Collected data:
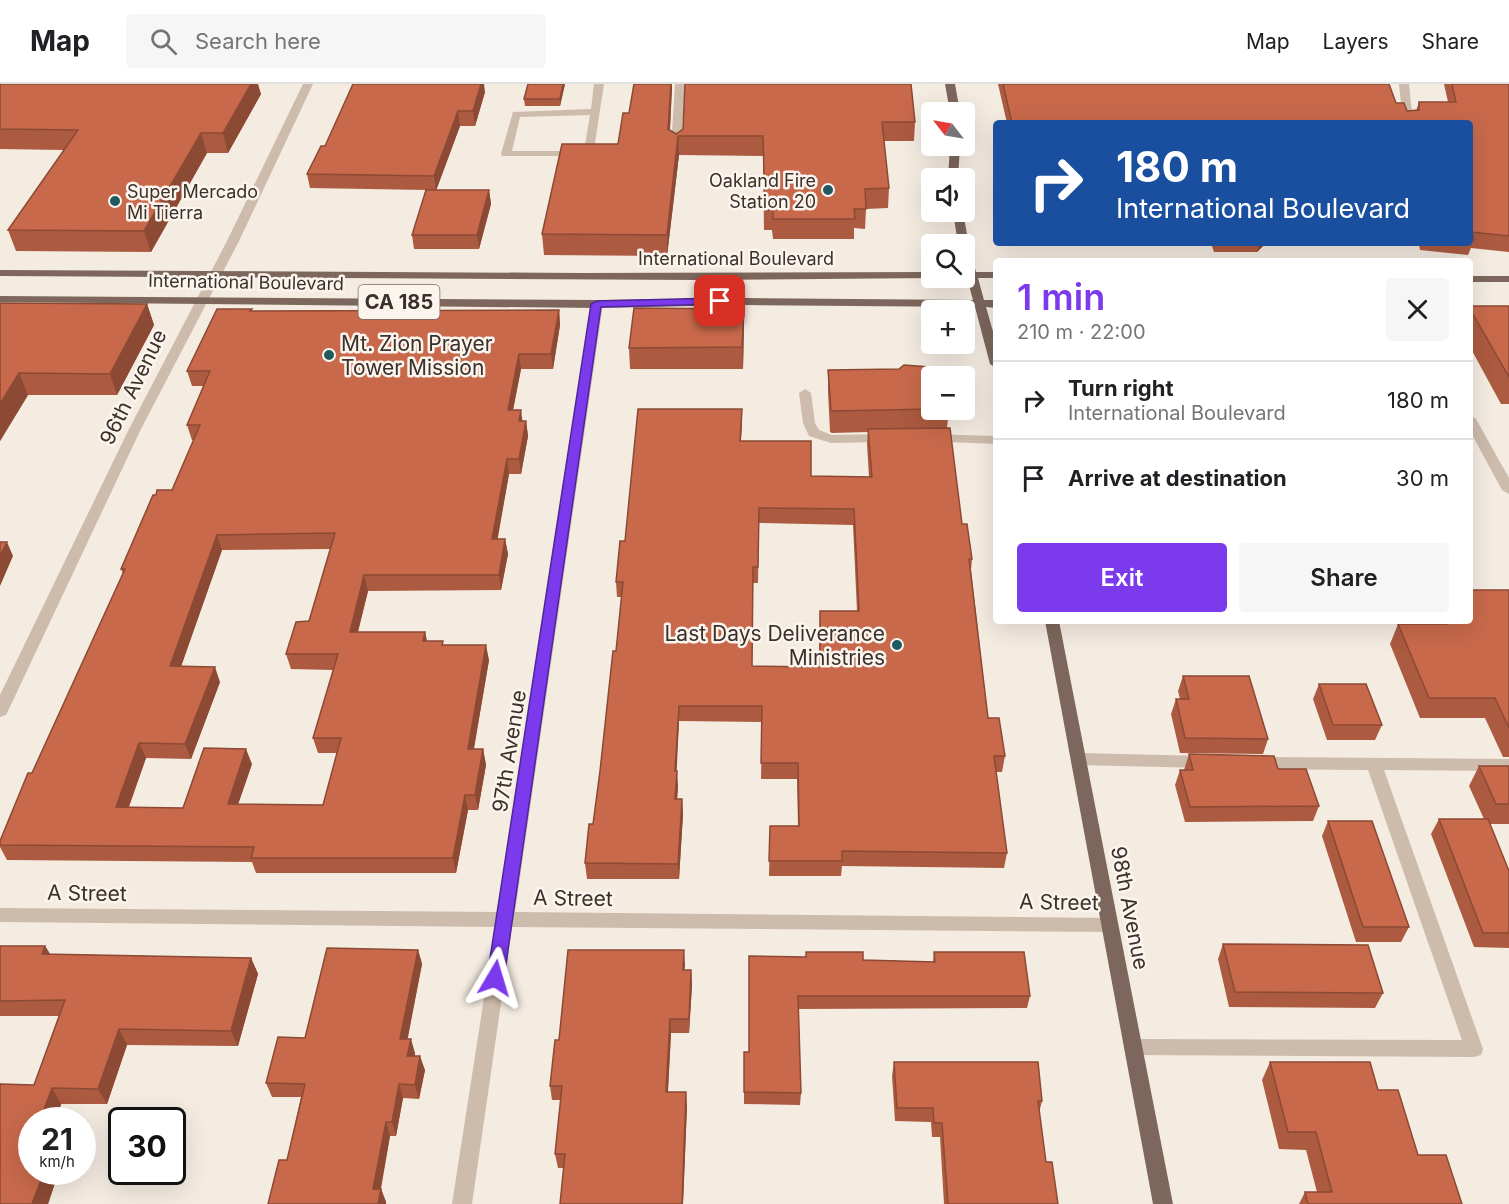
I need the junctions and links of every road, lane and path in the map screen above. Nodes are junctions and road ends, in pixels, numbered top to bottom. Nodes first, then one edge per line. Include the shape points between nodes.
1 (308, 84) edge
2 (599, 84) edge
3 (680, 84) edge
4 (950, 84) edge
5 (1404, 84) edge
6 (953, 102) edge
7 (596, 112) junction
8 (1408, 120) edge
9 (676, 148) edge
10 (0, 273) edge
11 (215, 273) junction
12 (921, 275) edge
13 (975, 275) edge
14 (993, 275) edge
15 (1473, 279) edge
16 (1509, 279) edge
17 (974, 288) edge
18 (0, 299) edge
19 (201, 300) junction
20 (597, 304) junction
21 (981, 304) junction
22 (993, 304) edge
23 (993, 352) edge
24 (805, 393) dead end
25 (1473, 424) edge
26 (898, 438) edge
27 (920, 438) edge
28 (993, 440) edge
29 (1509, 490) edge
30 (1053, 624) edge
31 (0, 711) edge
32 (1079, 759) junction
33 (1374, 765) junction
34 (1509, 765) edge
35 (0, 915) edge
36 (503, 920) junction
37 (1109, 925) junction
38 (1133, 1047) junction
39 (462, 1204) edge
40 (1163, 1204) edge

1 - 11 street, 96th Avenue
2 - 7 street
3 - 9 street
4 - 6 main road
5 - 8 street
7 - 7 street via 590,154 506,154 516,114
10 - 11 main road, International Boulevard / CA 185
11 - 12 main road, International Boulevard / CA 185
11 - 19 street, 96th Avenue
13 - 14 main road
15 - 16 main road
17 - 21 main road
18 - 19 main road, International Boulevard / CA 185
19 - 20 main road, International Boulevard / CA 185
19 - 31 street, 96th Avenue
20 - 21 main road, International Boulevard / CA 185
20 - 36 street, 97th Avenue
21 - 22 main road, International Boulevard / CA 185
21 - 23 main road
24 - 26 street via 814,433 831,439
25 - 29 street
27 - 28 street
30 - 32 main road, 98th Avenue
32 - 33 street
32 - 37 main road, 98th Avenue
33 - 34 street
33 - 38 street via 1474,1049
35 - 36 street, A Street
36 - 37 street, A Street
36 - 39 street, 97th Avenue
37 - 38 main road, 98th Avenue
38 - 40 main road, 98th Avenue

__Assigned task__. Output all the entries exactly, minus any pictures.

__Your response__.
I need the junctions and links of every road, lane and path in the map screen above. Nodes are junctions and road ends, in pixels, numbered top to bottom. Nodes first, then one edge per line. Include the shape points between nodes.
1 (308, 84) edge
2 (599, 84) edge
3 (680, 84) edge
4 (950, 84) edge
5 (1404, 84) edge
6 (953, 102) edge
7 (596, 112) junction
8 (1408, 120) edge
9 (676, 148) edge
10 (0, 273) edge
11 (215, 273) junction
12 (921, 275) edge
13 (975, 275) edge
14 (993, 275) edge
15 (1473, 279) edge
16 (1509, 279) edge
17 (974, 288) edge
18 (0, 299) edge
19 (201, 300) junction
20 (597, 304) junction
21 (981, 304) junction
22 (993, 304) edge
23 (993, 352) edge
24 (805, 393) dead end
25 (1473, 424) edge
26 (898, 438) edge
27 (920, 438) edge
28 (993, 440) edge
29 (1509, 490) edge
30 (1053, 624) edge
31 (0, 711) edge
32 (1079, 759) junction
33 (1374, 765) junction
34 (1509, 765) edge
35 (0, 915) edge
36 (503, 920) junction
37 (1109, 925) junction
38 (1133, 1047) junction
39 (462, 1204) edge
40 (1163, 1204) edge

1 - 11 street, 96th Avenue
2 - 7 street
3 - 9 street
4 - 6 main road
5 - 8 street
7 - 7 street via 590,154 506,154 516,114
10 - 11 main road, International Boulevard / CA 185
11 - 12 main road, International Boulevard / CA 185
11 - 19 street, 96th Avenue
13 - 14 main road
15 - 16 main road
17 - 21 main road
18 - 19 main road, International Boulevard / CA 185
19 - 20 main road, International Boulevard / CA 185
19 - 31 street, 96th Avenue
20 - 21 main road, International Boulevard / CA 185
20 - 36 street, 97th Avenue
21 - 22 main road, International Boulevard / CA 185
21 - 23 main road
24 - 26 street via 814,433 831,439
25 - 29 street
27 - 28 street
30 - 32 main road, 98th Avenue
32 - 33 street
32 - 37 main road, 98th Avenue
33 - 34 street
33 - 38 street via 1474,1049
35 - 36 street, A Street
36 - 37 street, A Street
36 - 39 street, 97th Avenue
37 - 38 main road, 98th Avenue
38 - 40 main road, 98th Avenue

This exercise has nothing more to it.